You just need to add this extra line at the very start of the function:
expr=[expr stringByReplacingOccurrencesOfString:#"\\\\" withString:#"\\"];
This should solve the double backslash problem.
EDIT 4:
Some people think Edit 3 is ObjectiveC and thus is not optimal, so another option in ObjectiveC++.
void searchAndReplace(std::string& value, std::string const& search,std::string const& replace)
{
std::string::size_type next;
for(next = value.find(search); // Try and find the first match
next != std::string::npos; // next is npos if nothing was found
next = value.find(search,next) // search for the next match starting after
// the last match that was found.
)
{
// Inside the loop. So we found a match.
value.replace(next,search.length(),replace); // Do the replacement.
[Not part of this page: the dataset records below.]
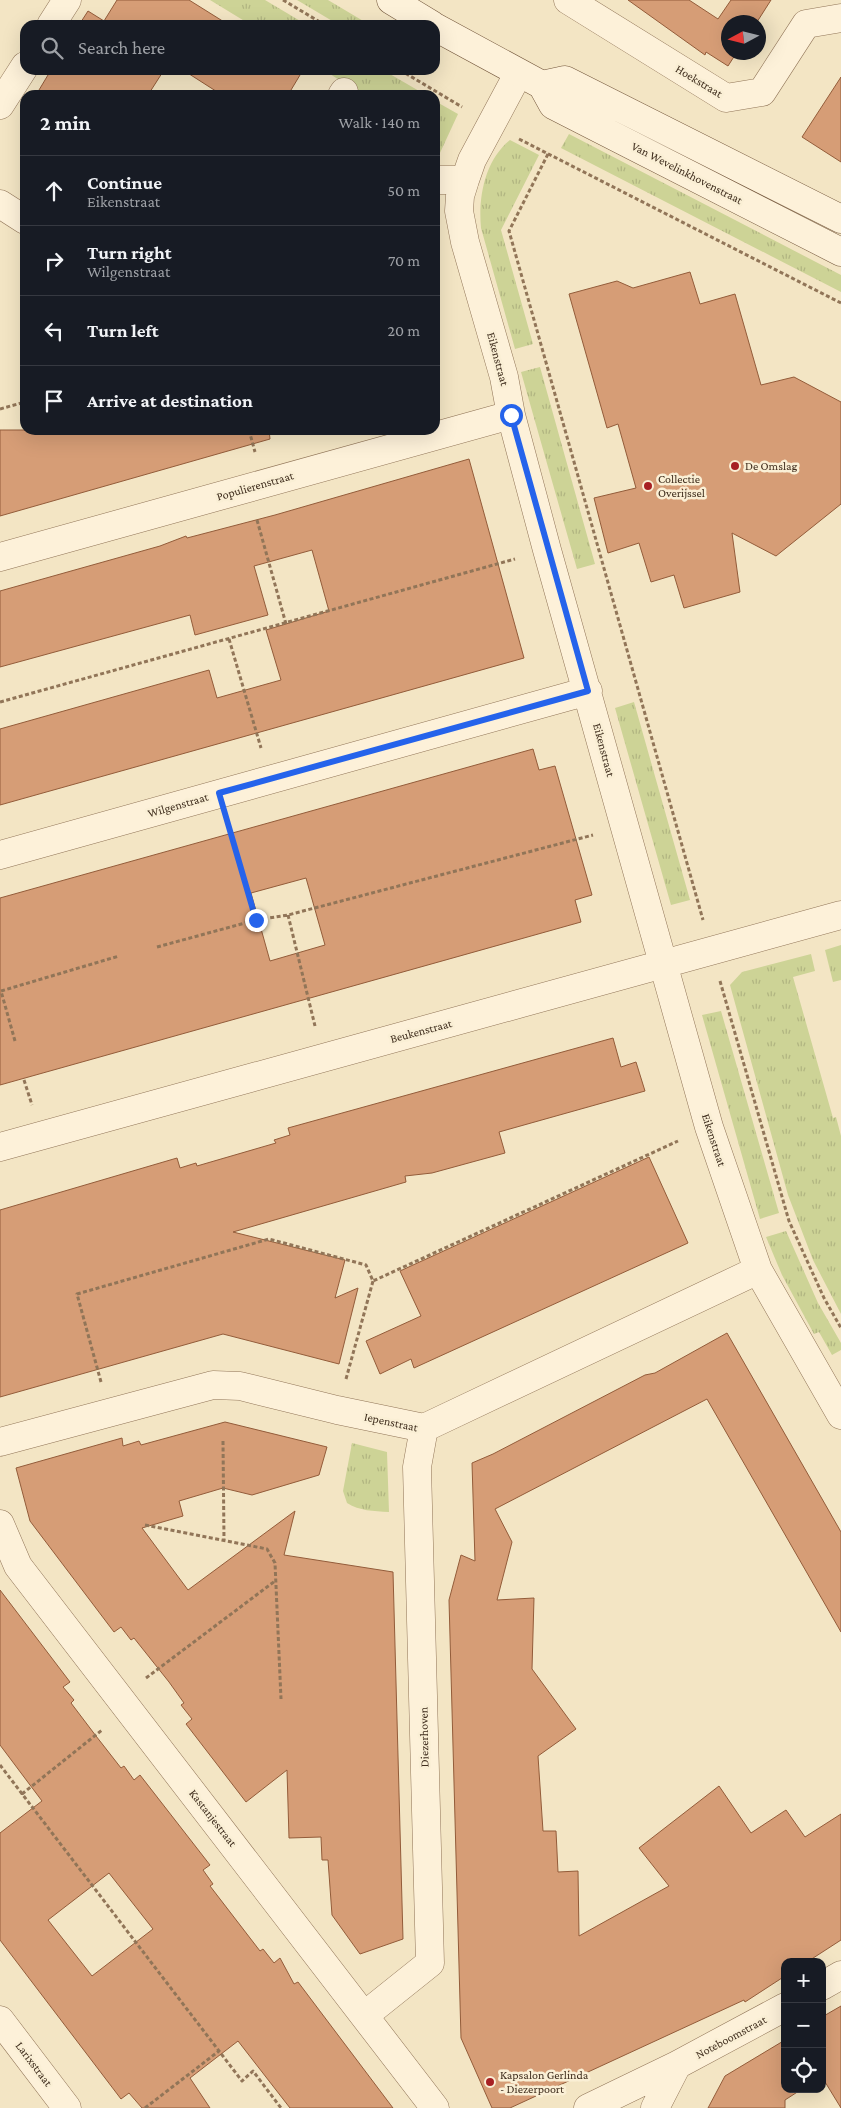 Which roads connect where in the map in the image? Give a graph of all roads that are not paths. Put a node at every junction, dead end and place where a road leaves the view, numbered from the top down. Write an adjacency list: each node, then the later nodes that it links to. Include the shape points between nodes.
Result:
1 (67, 0): 5 (street)
2 (391, 0): 6 (street)
3 (568, 0): 4 (street, Hoekstraat, via 726,98 762,92 806,24)
4 (841, 18)
5 (54, 20)
6 (424, 20)
7 (440, 30): 9 (street, Van Wevelinkhovenstraat)
8 (20, 74): 10 (street)
9 (530, 80): 12 (street, Eikenstraat, via 491,125); 15 (street, via 565,80); 16 (street, Van Wevelinkhovenstraat, via 553,105)
10 (0, 106)
11 (440, 180): 12 (street)
12 (465, 180): 17 (street, Eikenstraat, via 460,196 461,224 504,377)
13 (0, 204): 14 (street)
14 (20, 217)
15 (841, 219)
16 (841, 252)
17 (511, 415): 19 (street, Populierenstraat); 21 (street, Eikenstraat)
18 (439, 435): 20 (street, Populierenstraat)
19 (440, 435)
20 (0, 557)
21 (588, 691): 22 (street, Wilgenstraat); 24 (street, Eikenstraat)
22 (0, 855)
23 (841, 915): 24 (street, Beukenstraat)
24 (663, 964): 25 (street, Beukenstraat); 26 (street, Eikenstraat, via 709,1127)
25 (0, 1147)
26 (758, 1270): 27 (street, Eikenstraat); 28 (street, Iepenstraat)
27 (841, 1415)
28 (424, 1428): 29 (street, Iepenstraat, via 240,1386 213,1385); 34 (street, Diezerhoven, via 417,1467 430,1963)
29 (0, 1442)
30 (0, 1524): 34 (street, Kastanjestraat, via 18,1566)
31 (841, 1975): 32 (street)
32 (826, 1984)
33 (781, 2009): 36 (street, Noteboomstraat)
34 (365, 2014): 38 (street, Kastanjestraat)
35 (0, 2020): 37 (street, Larixstraat)
36 (677, 2066): 39 (street, Noteboomstraat); 40 (street)
37 (67, 2108)
38 (435, 2108)
39 (588, 2108)
40 (655, 2108)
next += replace.length(); // Move to just after the replace
// This is the point were we start
// the next search from.
}
}
EDIT 5: If you change the const char * in stringMatch() to 'string` it will be less complex for you.
expr.replace(/*size_t*/ pos1, /*size_t*/ n1, /*const string&*/ str );
EDIT 6: From C++11 on, there exists something like raw string literals.
This means you don't have to escape, instead, you can write the following:
string a = R"raw(a\sb)raw";
Note that the raw in the string can be replaced by any delimiter of your choosing. This for the case you want to use a sub string like )raw in the actual string. Using these raw string literals mainly make sense when you have to escape characters a lot, like in combination with std::regex.
P.S. You have all the answers now, so it's upto you which one you implement that gives you the best results.
Xcode is spitting out that warning because it is interpreting \s in "a\sb" as an escape sequence, but \s is not a valid escape sequence. It gets replaced with just s so the string becomes "asb".
Escaping the backslash like "a\\sb" is the correct solution. If this somehow didn't work for you please post more details on that.
Here's an example.
#include <iostream>
#include <string>
int main() {
std::string a = "a\\sb";
std::cout << a.size() << ' ' << a << '\n';
}
The output of this program looks like:
If you get different output please post it. Also please post exactly what problem you observed when you tried "a\\sb" earlier.
Regexs can be a pain in C++ because backslashes have to be escaped this way. C++11 has raw strings that don't allow any kind of escaping so that escaping the backslash is unnecessary: R"(a\sb)".